Haystac

Solutions Integrator

Unstructured Data, the hidden digital threat

80% of global data will be unstructured by 2025, and it’s a near certainty your organization has vast amounts of PII (personally identifiable information) stored throughout your systems in the form of unstructured data. Worse yet, that information is accessed, shared, copied, and stored in an unprotected state. Putting off Data Discovery and Classification may be unwise; regulatory bodies are mandating data protection and security, while the cybersecurity threat landscape has increased dramatically, and we have taken action. Team-IIS has partnered with Haystac, the Content Intelligence Company™, and developer of Indāgō™; to enhance our Information Governance practice with true AI content analytics for Unstructured Data and Image Classification. Haystac Indago™ is a Comprehensive Enterprise-Grade Unstructured Data Analytics Platform; find, analyze and organize your institution’s unstructured data, regardless of volume, type, or location. Haystac’s Indago™ is the only platform capable of analyzing both scanned images and born-digital content with the same engine at a multi-petabyte scale.

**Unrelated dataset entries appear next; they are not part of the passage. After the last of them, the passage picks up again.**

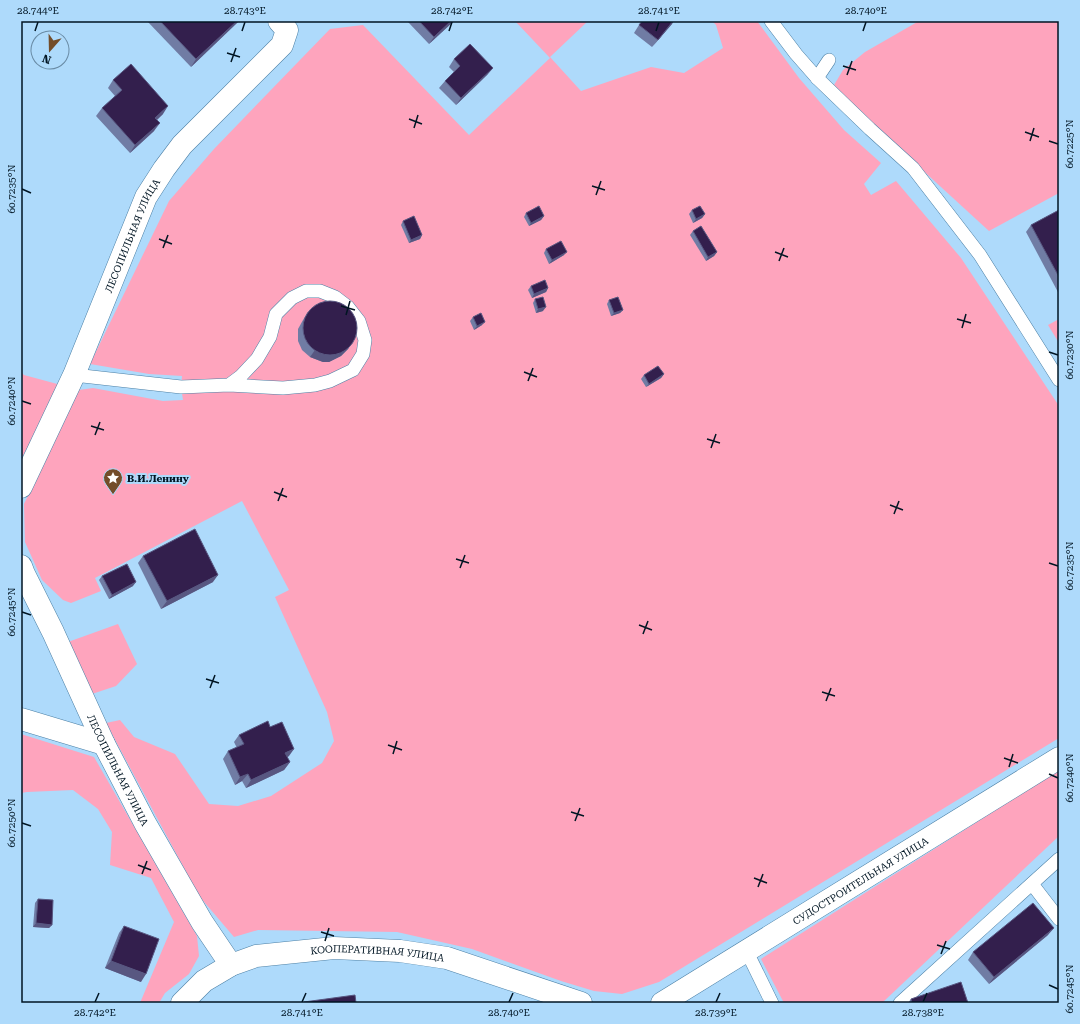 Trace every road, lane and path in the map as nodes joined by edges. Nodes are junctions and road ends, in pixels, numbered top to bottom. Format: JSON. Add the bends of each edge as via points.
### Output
{"nodes":[{"id":1,"x":771,"y":21,"type":"edge"},
{"id":2,"x":288,"y":24,"type":"edge"},
{"id":3,"x":829,"y":60,"type":"dead end"},
{"id":4,"x":817,"y":78,"type":"junction"},
{"id":5,"x":74,"y":375,"type":"junction"},
{"id":6,"x":1059,"y":380,"type":"edge"},
{"id":7,"x":229,"y":385,"type":"junction"},
{"id":8,"x":21,"y":487,"type":"edge"},
{"id":9,"x":21,"y":566,"type":"edge"},
{"id":10,"x":21,"y":718,"type":"edge"},
{"id":11,"x":104,"y":744,"type":"junction"},
{"id":12,"x":1059,"y":758,"type":"edge"},
{"id":13,"x":1059,"y":859,"type":"edge"},
{"id":14,"x":1032,"y":884,"type":"junction"},
{"id":15,"x":1059,"y":919,"type":"edge"},
{"id":16,"x":746,"y":950,"type":"junction"},
{"id":17,"x":231,"y":965,"type":"junction"},
{"id":18,"x":182,"y":1003,"type":"edge"},
{"id":19,"x":581,"y":1003,"type":"edge"},
{"id":20,"x":663,"y":1003,"type":"edge"},
{"id":21,"x":772,"y":1003,"type":"edge"},
{"id":22,"x":900,"y":1003,"type":"edge"}],
"edges":[{"from":1,"to":4,"type":"lane"},
{"from":2,"to":5,"type":"street","name":"ЛЕСОПИЛЬНАЯ УЛИЦА","via":[[282,44],[182,145],[146,197]]},
{"from":3,"to":4,"type":"lane"},
{"from":4,"to":6,"type":"lane","via":[[913,168],[980,255]]},
{"from":5,"to":7,"type":"lane","via":[[181,387]]},
{"from":5,"to":8,"type":"street","name":"ЛЕСОПИЛЬНАЯ УЛИЦА"},
{"from":7,"to":7,"type":"lane","via":[[257,359],[270,336],[276,314],[292,298],[306,291],[320,290],[335,297],[348,307],[358,321],[365,340],[363,354],[354,370],[315,385],[283,388]]},
{"from":9,"to":11,"type":"street","name":"ЛЕСОПИЛЬНАЯ УЛИЦА"},
{"from":10,"to":11,"type":"street"},
{"from":11,"to":17,"type":"street","name":"ЛЕСОПИЛЬНАЯ УЛИЦА","via":[[145,823],[202,922]]},
{"from":12,"to":16,"type":"street","name":"СУДОСТРОИТЕЛЬНАЯ УЛИЦА"},
{"from":13,"to":14,"type":"lane"},
{"from":14,"to":15,"type":"lane"},
{"from":14,"to":22,"type":"lane"},
{"from":16,"to":20,"type":"street","name":"СУДОСТРОИТЕЛЬНАЯ УЛИЦА"},
{"from":16,"to":21,"type":"lane"},
{"from":17,"to":18,"type":"street","name":"КООПЕРАТИВНАЯ УЛИЦА","via":[[204,981]]},
{"from":17,"to":19,"type":"street","name":"КООПЕРАТИВНАЯ УЛИЦА","via":[[256,956],[334,948],[400,951],[447,958]]}]} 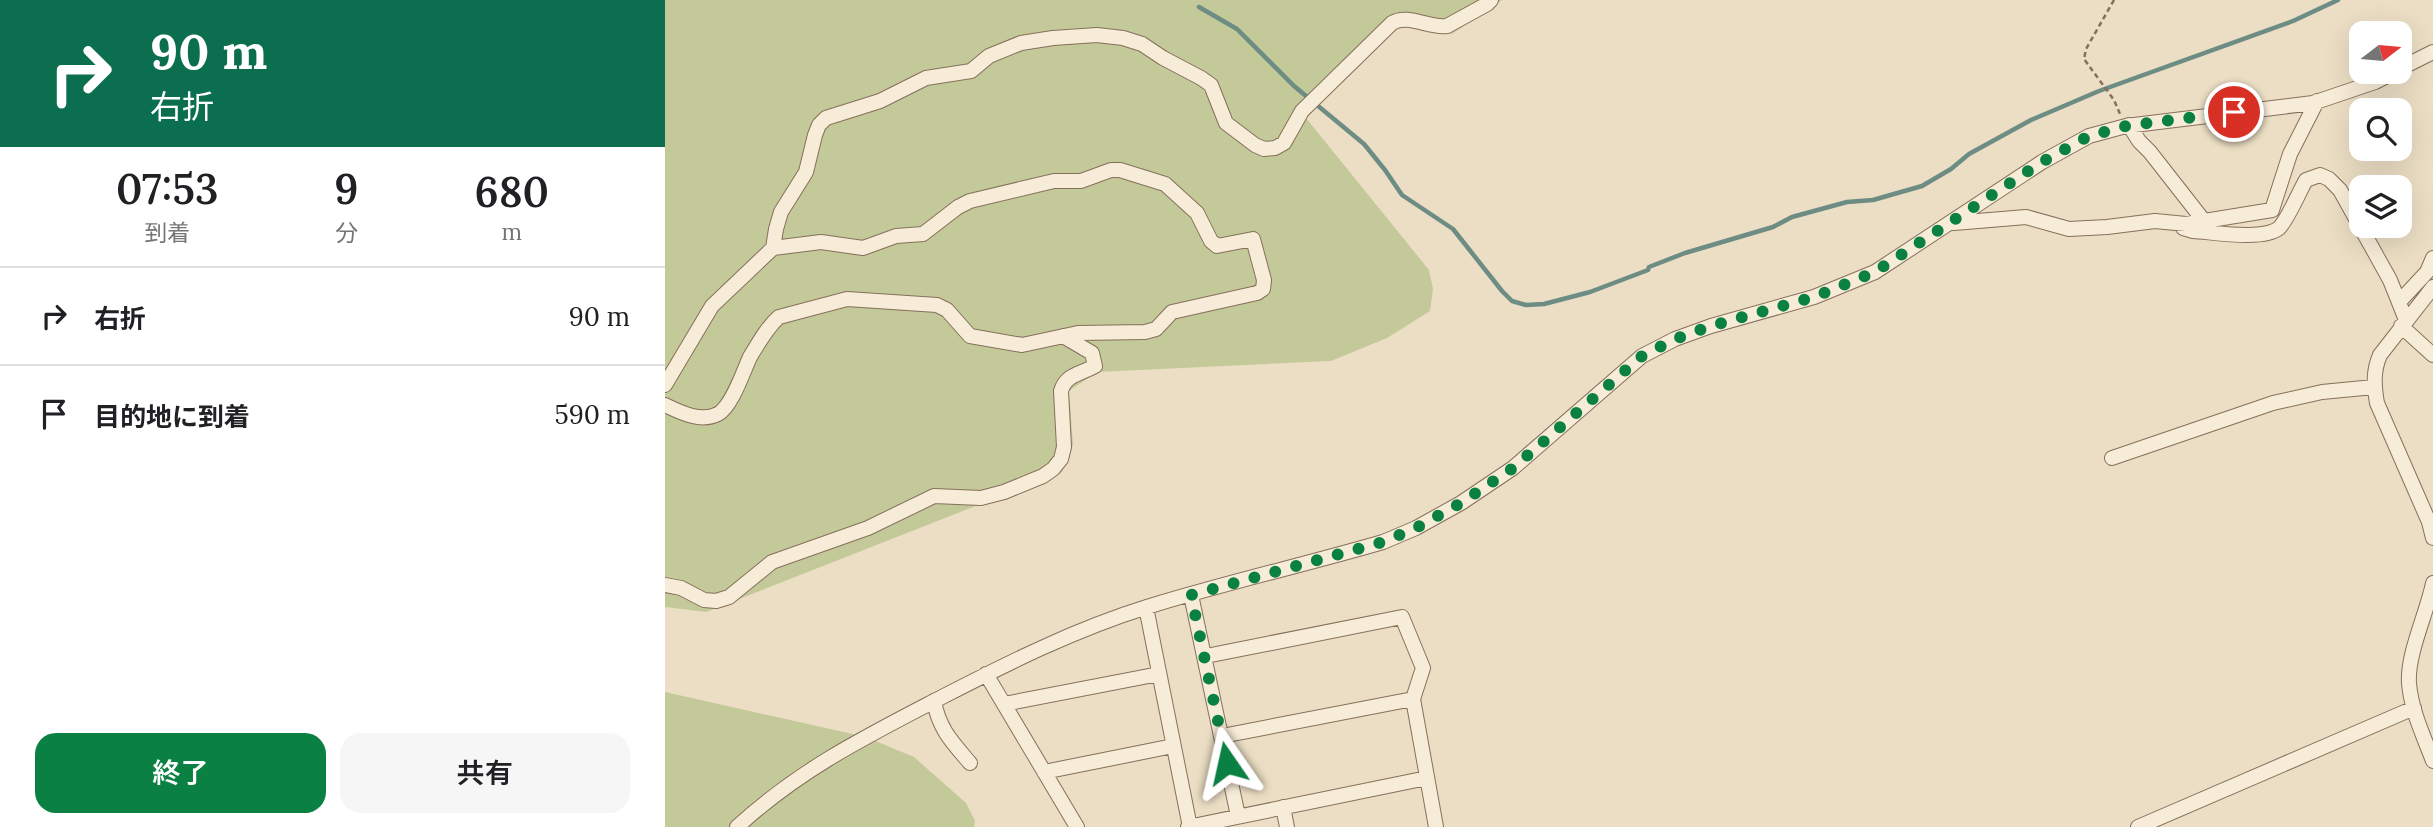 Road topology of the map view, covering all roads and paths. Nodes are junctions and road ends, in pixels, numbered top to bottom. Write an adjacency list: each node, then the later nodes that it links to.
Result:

Indago™ Enterprise analyses data from all unstructured data sources, file shares, MSFT 365, Google Drive, eMail servers, ECM systems, e.g., SharePoint, FileNet, Documentum, OnBase, SharePoint, IBM, Oracle, etc., as well as any archival or social media platform. It searches, crawls, profiles, classifies, extracts data points, secures sensitive information, and cleans (ROT) redundant, outdated, or trivial data.

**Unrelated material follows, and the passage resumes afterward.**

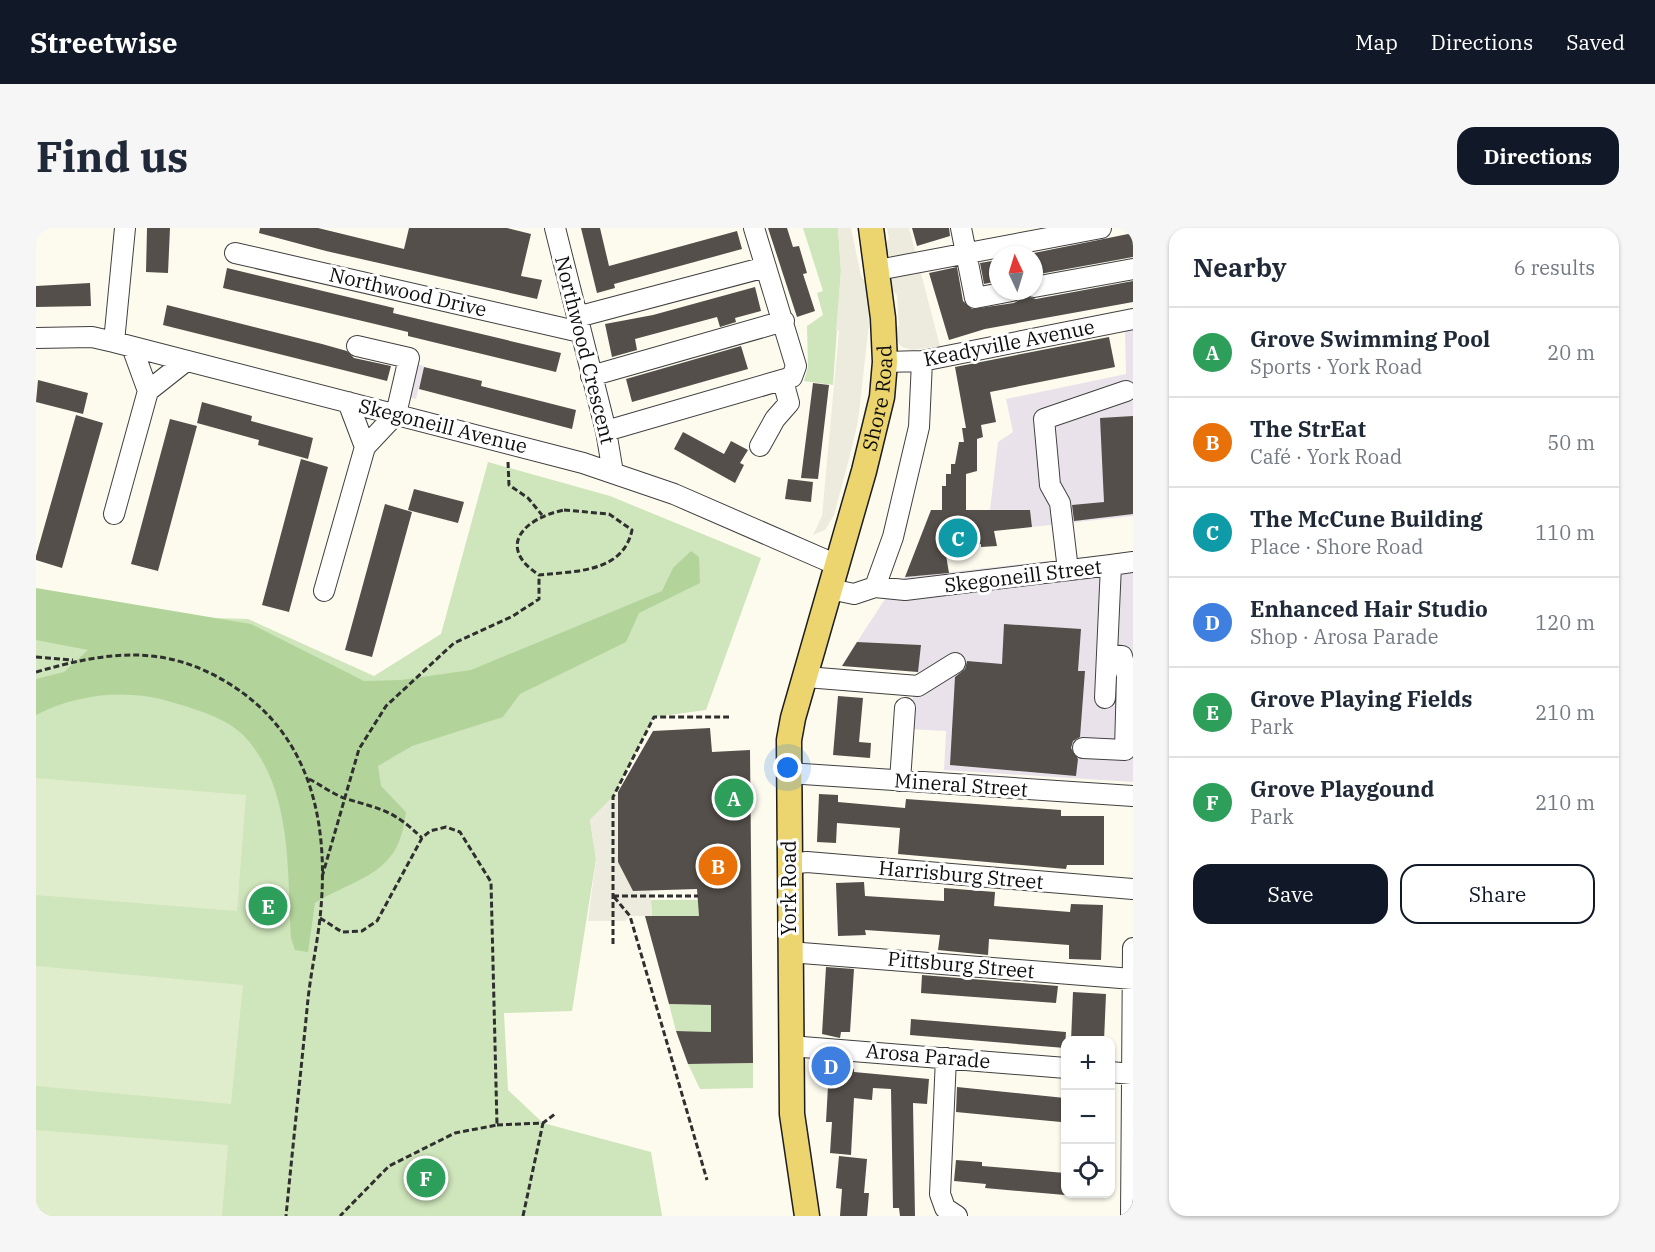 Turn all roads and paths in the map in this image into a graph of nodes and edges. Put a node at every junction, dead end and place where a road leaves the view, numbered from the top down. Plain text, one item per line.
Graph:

• Fast and quantifiable ROI;
• Fast implementation. On-premise or cloud; All-in-one platform;
• No data scientist required;
• Scalable – from TB’s to PBs of data;
• Integrates with existing infrastructure – on-premise/ cloud repositories, ECM, DLP, information/mission-critical applications;
• Flexible licensing (perpetual or subscription);
• Neural-networks classification, transfer-learning;
• False-positive reduction/Novelty detection;
• Fuzzy-rules data point detection and extraction;
• Rules enhanced classification and Q/C;
• Fuzzy-rules analytics;
• Dupes/near dupes detection and analytics;
• Automatic extractive summary;
• Business use case and e-discovery classifications;

• Retention, disposition, confidentiality classification;
• Automatic sensitive data anonymization;
• Ease of Use;
• Automatic data profiling;
• Agent-less ingestion from any data source;
• Interactive dashboard and menu-driven user portal;
• Integrated data modeling feed-back and Q/C;
• Distance from original near dupes mapping and analysis;
• Faceted search, including keyword, Regex and contextual search;
• Exclusive “more-like-this” search;
• Extensive document (text and html), data-point and metadata viewer;
• JSON export;
• Standard and custom-reporting facility;

Indago™ Enterprise comes complete with Full-featured connectors for virtually any data source

 Agent-less ingestion from virtually any data source, either on-premise or on-cloud.

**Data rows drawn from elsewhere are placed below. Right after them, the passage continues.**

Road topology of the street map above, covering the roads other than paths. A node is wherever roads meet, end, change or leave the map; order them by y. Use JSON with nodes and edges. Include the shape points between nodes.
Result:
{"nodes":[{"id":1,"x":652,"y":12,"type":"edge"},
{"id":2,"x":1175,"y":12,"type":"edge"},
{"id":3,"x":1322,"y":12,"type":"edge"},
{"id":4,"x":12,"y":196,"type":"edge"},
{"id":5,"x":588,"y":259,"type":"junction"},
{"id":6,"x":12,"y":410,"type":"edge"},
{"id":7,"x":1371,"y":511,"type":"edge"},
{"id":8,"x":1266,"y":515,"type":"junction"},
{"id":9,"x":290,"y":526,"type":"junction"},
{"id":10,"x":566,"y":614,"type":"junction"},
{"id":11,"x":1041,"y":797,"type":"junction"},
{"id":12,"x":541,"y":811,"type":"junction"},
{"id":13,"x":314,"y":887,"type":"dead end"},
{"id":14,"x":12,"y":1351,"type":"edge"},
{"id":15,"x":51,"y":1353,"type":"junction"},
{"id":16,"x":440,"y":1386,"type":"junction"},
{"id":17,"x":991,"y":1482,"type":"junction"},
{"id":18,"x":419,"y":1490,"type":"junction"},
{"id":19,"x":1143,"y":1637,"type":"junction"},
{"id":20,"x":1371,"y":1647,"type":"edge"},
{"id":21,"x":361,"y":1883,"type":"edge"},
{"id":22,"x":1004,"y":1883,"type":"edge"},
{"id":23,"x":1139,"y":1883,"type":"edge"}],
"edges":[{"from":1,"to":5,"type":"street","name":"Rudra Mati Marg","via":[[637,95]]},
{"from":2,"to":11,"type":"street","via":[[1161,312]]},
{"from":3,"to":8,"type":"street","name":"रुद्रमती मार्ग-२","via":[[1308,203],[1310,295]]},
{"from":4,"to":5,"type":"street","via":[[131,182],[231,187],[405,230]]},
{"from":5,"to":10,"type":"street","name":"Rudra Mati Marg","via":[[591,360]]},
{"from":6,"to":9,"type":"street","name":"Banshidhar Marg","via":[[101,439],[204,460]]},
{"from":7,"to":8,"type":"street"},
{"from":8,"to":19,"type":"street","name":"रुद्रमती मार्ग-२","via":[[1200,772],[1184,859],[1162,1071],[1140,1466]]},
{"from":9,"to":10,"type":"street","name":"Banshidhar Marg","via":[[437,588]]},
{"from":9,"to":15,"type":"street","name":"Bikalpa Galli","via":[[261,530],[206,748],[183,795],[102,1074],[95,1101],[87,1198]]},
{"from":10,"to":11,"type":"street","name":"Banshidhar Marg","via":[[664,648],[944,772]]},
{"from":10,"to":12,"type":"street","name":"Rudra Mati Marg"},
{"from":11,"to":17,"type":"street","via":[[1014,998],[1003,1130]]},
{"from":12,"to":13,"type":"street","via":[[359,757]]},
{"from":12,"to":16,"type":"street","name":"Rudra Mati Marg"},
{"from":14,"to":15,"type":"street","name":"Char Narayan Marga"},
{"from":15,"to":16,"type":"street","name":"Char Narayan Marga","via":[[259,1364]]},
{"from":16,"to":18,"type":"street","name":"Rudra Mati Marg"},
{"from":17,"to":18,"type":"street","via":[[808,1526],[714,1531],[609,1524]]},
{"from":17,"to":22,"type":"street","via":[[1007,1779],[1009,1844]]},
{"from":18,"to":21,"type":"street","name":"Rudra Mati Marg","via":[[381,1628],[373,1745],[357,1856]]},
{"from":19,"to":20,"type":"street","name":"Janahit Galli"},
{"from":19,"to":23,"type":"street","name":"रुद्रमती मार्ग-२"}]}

Agent-less ingestion from virtually any data source, either on-premise or on-cloud.

Profiles and clusters content based on semantic similarity. Graphically reports on the data landscape without human intervention. Global and Segmented Clustering.

Supervised ML methods for system training. Fuzzy rules for (meta)data identification, extraction, analytics and export (JSON, XML or CSV).

Extended/enriched metadata for faceted searches. No-SQL, Keyword, Regex, “more-like-this”, etc.

Supports legal requirements for defensible (repeatable and quantifiable) retention, disposition and legal-hold.

Connectors for FileNet, ContentServer, Documentum, SharePoint, AOdocs,
Laserfiche, SharePoint, OnBase, etc.

Proprietary deep learning methods to free text documents. Reduces indexing errors and delivers faster and more relevant content searches and retrievals.

Virtually eliminates false positives to the data models.

Data models can be initiated with 1 root and two categories and as few as five (5) exemplars per category. Integrated feedback mechanisms, including graphical analysis and Q/C of data models.

Applies fuzzy rules data analytics to identify sensitive information (PII, PCI, PHI, restricted or confidential content). Fully searchable and exportable.

Selectively anonymizes sensitive and private information (ex. PII, PCI, HIPAA, etc.).

Supports integration with existing RPA tools such as UI Path, AutomationAnywhere, DigitalGuardian, Stealthbits, and more

Enables Subject Matter Experts to quickly examine and determine the relevance of large documents. Automatically identifies and highlights key phrases based on user selected metrics.

Addresses content-driven information security and data privacy requirements for data at rest.

Indago™ Images out-performs legacy OCR classifiers by applying Haystac’s proprietary visual anchor technology, the most advanced classification and data extraction technology available powered by deep learning.

Haystac’s Visual/Content Intelligence (VCI) builds on NLP and machine learning by combining text and visual analytics in a unified vector space model. This combination sidesteps NLP’s “cold-start” problem and dramatically reduces the requirements for prior organizational structures like taxonomies, ontologies, or editorially selected training sets. Instead, clustering and classification techniques organize information visually.

VCI produces high-quality results by exploiting the frequent presence of templates in the enterprise. These templates go unnoticed by text-only analysis, which often starts by discarding formatting and images. VCI samples non-text clues, e.g., lines, shapes, boundary boxes, bar codes, photographs, etc. Combining these visual clues with text provides a decisive advantage for clustering and classification.

Haystac VCI makes sense of unstructured information following a much simpler workflow:
  • A few document types are found by searching through the initial raw content set or applying a filter/rule;
  • Documents (s) are then labeled as a class;
  • The labeled class is visually generalized (clustered) across the remaining documents;
  • Exceptions are placed in a queue; the user can identify them as a new type, merge them with an old type – updating the classification models;

Beyond classification and labeling, VCI “visual analysis” provides excellent insight into fielded structures such as forms and labels. VCI technology turns unstructured information into data without modeling.

Visual Analytics: Classification & Clustering with More Input

Underlying VCI is a layered approach to detecting and extracting non-text features. Edge detection, sampling, and visual similarity algorithms, among others, are used to identify frames, table edges, logos, etc. These extracted small, specially “anchored” regions – are normalized and then modeled in a unified vector space. Text extracted from the documents is also modeled in a vector space. Unified clustering and classification via SVM or other algorithms are then applied.

There are several benefits to this method when compared to legacy OCR, primitive image search, and textual analysis:
  • Allows high-quality classification and clustering without pre-definition of categories;
  • Uses otherwise discarded data to discern major classes of documents and variations;
  • Uses anchored OCR data extraction, which yields higher accuracy and is skew/rotation independent;
  • Uses boundary/border detection support;
  • Supports multi-line/multi-column format;